La anormalidad democrática
Agustín Basave Benítez
México
es tierra de contrastes. Humboldt se quedó corto: no somos sólo
el país de las desigualdades, sino también de las asimetrías,
de los desequilibrios, de las paradojas. Cierto, tenemos compañía.
Gran parte de lo que se llamó antes el tercer mundo, después el
sur, luego naciones en vías de desarrollo y ahora economías
emergentes comparte ese sello distintivo. Es evidente, y de ello
se ha hablado mucho, que coexisten en nuestras latitudes la
opulencia y la miseria, la tecnología de punta y las técnicas más
atrasadas, la globalización y el aislamiento. También lo es que
hasta la naturaleza y nuestra respuesta a ella se han confabulado
para marcar antípodas: inundaciones y sequías, macrocefalia y
dispersión demográfica y un considerable etcétera. Pero hay
otro tipo de claroscuros que si no son privativos de la realidad
mexicana sí nos hacen conspicuos representantes de nuestros
similares. Me refiero a los de nuestra historia y, más específicamente,
a los de nuestros distintos procesos evolutivos.
Nadie
está exento de contradicciones. En los individuos la noticia es
la congruencia, y en los grupos la armonía. Mas veamos, con
ejemplos recientes, si exagero al reclamar en este rubro un lugar
destacado para nuestro devenir. No hemos podido lograr que avancen
simultáneamente nuestra política y nuestra economía, y menos
que mejoren al mismo tiempo nuestra economía y nuestra sociedad.
Ayer se puso una disyuntiva: o impulsamos nuestra democracia o
modernizamos nuestro modelo económico; hoy se insiste en otra: o
alcanzamos éxitos macroeconómicos o mejoramos el nivel de vida
de las mayorías. En estos casos, sin embargo, se esgrime la
excusa de la prelación: con o sin razón se puede argumentar que
no es posible hacer una cosa si no se hace primero otra. Pero
sobran en los que no hay para donde hacerse. La relación entre el
poder y los medios, verbigracia, en la que afortunadamente ha
aumentado el costo político de reprimir a un periodista, mientras
que por desgracia no se han creado las condiciones para que un
hombre público honesto haga valer su derecho de réplica y de
desagravio.
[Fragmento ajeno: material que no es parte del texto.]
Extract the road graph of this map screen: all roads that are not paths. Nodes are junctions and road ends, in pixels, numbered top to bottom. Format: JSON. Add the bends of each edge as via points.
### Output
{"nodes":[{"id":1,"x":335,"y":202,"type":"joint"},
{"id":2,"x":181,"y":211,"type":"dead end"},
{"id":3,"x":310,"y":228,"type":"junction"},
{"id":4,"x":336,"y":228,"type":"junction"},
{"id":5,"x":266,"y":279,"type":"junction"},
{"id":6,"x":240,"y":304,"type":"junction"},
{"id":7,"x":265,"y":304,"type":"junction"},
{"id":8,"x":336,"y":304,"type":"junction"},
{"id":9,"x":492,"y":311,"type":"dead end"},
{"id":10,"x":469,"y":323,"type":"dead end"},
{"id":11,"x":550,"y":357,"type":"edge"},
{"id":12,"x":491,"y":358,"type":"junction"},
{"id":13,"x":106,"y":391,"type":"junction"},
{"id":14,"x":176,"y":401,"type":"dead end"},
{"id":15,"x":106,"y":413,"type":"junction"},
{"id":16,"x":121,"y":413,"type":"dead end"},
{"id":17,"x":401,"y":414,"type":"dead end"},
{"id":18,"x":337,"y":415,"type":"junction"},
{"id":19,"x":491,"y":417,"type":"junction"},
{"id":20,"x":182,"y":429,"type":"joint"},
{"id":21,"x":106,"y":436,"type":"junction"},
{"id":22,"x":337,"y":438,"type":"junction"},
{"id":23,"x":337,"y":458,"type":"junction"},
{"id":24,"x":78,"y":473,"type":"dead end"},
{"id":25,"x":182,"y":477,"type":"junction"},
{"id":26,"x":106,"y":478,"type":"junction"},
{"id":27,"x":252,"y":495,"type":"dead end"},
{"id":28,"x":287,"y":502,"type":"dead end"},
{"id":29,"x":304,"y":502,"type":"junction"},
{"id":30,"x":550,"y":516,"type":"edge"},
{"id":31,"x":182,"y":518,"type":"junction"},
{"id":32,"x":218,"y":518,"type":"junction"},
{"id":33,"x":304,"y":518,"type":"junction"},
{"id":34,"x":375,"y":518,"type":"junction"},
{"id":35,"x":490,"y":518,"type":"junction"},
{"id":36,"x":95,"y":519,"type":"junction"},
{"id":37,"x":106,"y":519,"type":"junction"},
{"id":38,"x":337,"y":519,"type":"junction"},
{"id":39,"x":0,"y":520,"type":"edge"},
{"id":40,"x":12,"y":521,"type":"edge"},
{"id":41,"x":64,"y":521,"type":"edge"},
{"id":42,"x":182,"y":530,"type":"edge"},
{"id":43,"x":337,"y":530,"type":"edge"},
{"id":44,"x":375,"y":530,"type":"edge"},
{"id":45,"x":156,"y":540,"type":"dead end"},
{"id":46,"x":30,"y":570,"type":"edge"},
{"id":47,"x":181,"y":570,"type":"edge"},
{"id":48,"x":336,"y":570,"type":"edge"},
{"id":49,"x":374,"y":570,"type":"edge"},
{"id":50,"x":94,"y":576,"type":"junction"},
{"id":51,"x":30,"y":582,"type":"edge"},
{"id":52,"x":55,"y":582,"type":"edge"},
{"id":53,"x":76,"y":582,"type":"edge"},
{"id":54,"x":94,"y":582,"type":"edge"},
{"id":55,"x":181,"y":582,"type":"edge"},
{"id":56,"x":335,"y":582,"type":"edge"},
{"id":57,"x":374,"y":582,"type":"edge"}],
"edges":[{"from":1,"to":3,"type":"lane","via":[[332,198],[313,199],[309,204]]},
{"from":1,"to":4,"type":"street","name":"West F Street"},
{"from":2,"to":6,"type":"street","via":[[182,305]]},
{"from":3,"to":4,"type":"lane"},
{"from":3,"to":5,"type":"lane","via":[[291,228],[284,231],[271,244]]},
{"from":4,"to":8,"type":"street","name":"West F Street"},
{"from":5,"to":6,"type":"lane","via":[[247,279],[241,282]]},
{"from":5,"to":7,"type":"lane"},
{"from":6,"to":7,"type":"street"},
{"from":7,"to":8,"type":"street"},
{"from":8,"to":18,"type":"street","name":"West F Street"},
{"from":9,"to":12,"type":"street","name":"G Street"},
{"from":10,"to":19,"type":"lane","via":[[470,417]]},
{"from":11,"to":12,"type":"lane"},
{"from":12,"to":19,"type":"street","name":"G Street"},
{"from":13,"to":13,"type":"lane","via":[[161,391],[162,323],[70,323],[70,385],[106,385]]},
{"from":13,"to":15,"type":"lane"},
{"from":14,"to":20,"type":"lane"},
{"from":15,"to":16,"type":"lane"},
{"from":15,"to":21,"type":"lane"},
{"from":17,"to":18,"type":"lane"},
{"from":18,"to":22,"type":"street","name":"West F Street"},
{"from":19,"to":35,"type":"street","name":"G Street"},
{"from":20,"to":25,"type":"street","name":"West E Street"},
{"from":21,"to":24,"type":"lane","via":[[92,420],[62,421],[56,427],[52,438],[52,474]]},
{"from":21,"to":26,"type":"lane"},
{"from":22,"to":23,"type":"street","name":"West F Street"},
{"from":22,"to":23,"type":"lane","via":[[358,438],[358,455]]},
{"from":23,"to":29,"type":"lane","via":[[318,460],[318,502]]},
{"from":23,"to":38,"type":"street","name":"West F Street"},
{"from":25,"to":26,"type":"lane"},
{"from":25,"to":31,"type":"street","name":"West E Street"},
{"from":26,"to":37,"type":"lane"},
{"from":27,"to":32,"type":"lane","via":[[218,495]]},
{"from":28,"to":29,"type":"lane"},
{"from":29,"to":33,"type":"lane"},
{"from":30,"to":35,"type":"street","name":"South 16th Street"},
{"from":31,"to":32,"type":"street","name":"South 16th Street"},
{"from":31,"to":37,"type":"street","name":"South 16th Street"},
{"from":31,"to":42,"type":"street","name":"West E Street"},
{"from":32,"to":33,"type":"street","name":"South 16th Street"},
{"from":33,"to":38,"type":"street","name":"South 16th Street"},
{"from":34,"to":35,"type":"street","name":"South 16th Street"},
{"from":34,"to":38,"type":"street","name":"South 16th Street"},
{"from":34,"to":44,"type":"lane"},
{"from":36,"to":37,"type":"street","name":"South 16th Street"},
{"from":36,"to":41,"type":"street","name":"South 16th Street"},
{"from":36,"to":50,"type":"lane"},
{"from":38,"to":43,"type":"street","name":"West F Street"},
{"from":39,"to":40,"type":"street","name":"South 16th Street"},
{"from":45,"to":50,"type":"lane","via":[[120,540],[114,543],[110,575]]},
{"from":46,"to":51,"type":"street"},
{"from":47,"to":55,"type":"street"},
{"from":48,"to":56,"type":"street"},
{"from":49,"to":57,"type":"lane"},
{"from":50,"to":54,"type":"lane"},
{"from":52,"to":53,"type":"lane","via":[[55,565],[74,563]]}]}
O el ejercicio de la autoridad, donde pasamos del
abuso provocado por la ausencia de rendición de cuentas a la parálisis
causada por un gobierno con remordimiento de conciencia.
La
mejor forma de ilustrar este desbalance es observar nuestra
transición democrática. La longevidad de nuestro antiguo sistema
de partido casi único, en efecto, ha prohijado muchas
peculiaridades. Para combatir una situación de excepción la
oposición impulsó normas de excepción que han derivado en una
mentalidad de excepción. Me explico. Se restringieron los
derechos político-partidarios de los servidores públicos porque
prácticamente todos eran priistas, se amplió la gama de delitos
electorales y se implantaron castigos draconianos para acabar con
el fraude electoral, se difundió la idea de que no se vale que un
gobernante -peor aun, ni siquiera un dirigente partidista- apoye a
un candidato, así sea sólo moralmente. Y ahora que ha cambiado
ya la correlación de fuerzas, ahora que los otrora opositores
gobiernan buena parte del país, se mantienen esos criterios,
plagando el escenario de contrasentidos y propiciando una nueva
modalidad de hipocresía. Porque la oposición conserva su
discurso savonarólico pero hace lo que puede por ayudar a sus
correligionarios a ganar las elecciones. Y porque estamos
presenciando un concurso interpartidista de acusaciones y escándalos,
muchos de ellos a partir de actitudes y hechos que en cualquier
democracia son legítimos.
Al
PRI, sin duda, se le está imponiendo una penitencia moratoria por
sus viejos pecados. Si Zedillo prefiere a Labastida y éste
triunfa en su contienda interna, es un dedazo disfrazado; si Cárdenas
hace que López Obrador sea el candidato del PRD al gobierno del
DF o Fox logra que Creel lo sea por el PAN, nadie cuestiona la
validez democrática de los procesos. Si un gobernador priista
difunde su obra es proselitismo inmoral; si lo hace la jefa de
Gobierno perredista de la capital o el gobernador panista de Nuevo
León está bien. Cambiaron los tiempos pero no cambiamos nuestro
rasero. No caemos en la cuenta de que el objetivo de cualquier
partido político es obtener y conservar el poder y de que en vez
de pretender que los políticos no hagan política,
particularmente en épocas electorales, debemos crear las
condiciones para que les sea más conveniente hacerla dentro de la
legalidad que al margen de ella. Seamos realistas: el problema no
es que el líder de un partido ejerza su influencia en favor de su
precandidato o dirigente preferido, sino que no sean los
militantes de su partido quienes tengan de veras la última
palabra. Y algo similar puede decirse de los jefes de gobierno
-que no de Estado- a cualquier nivel: lo malo no es que
promocionen sus logros y con ello impulsen al abanderado de su
instituto político a un puesto de elección popular, sino que
usen ilícitamente recursos públicos para hacerle la campaña.
El
riesgo es incrementar nuestro catálogo de simulaciones. Pocas
cosas le han hecho más daño a México que nuestra tendencia a
simular, a aceptar la mentira. Por eso, porque nuestra situación
política es distinta y nuestra actitud es la misma, nuestra
transición está inconclusa. Sí, todavía hay iniquidades en la
liza electoral, pero el que se tenga ante ellas la reacción que
se tenía cuando la desigualdad era monumentalmente mayor no
contribuye a salir de la anormalidad democrática. Si avanzamos en
la democratización avancemos también en la cultura política. No
caigamos de nuevo en el error de fijarnos paradigmas inalcanzables
movidos por la certeza de que, aunque lo declaremos, no nos vamos
a regir por ellos. Acerquemos la norma a la realidad. Y seamos, de
una vez por todas, una sociedad de verdad.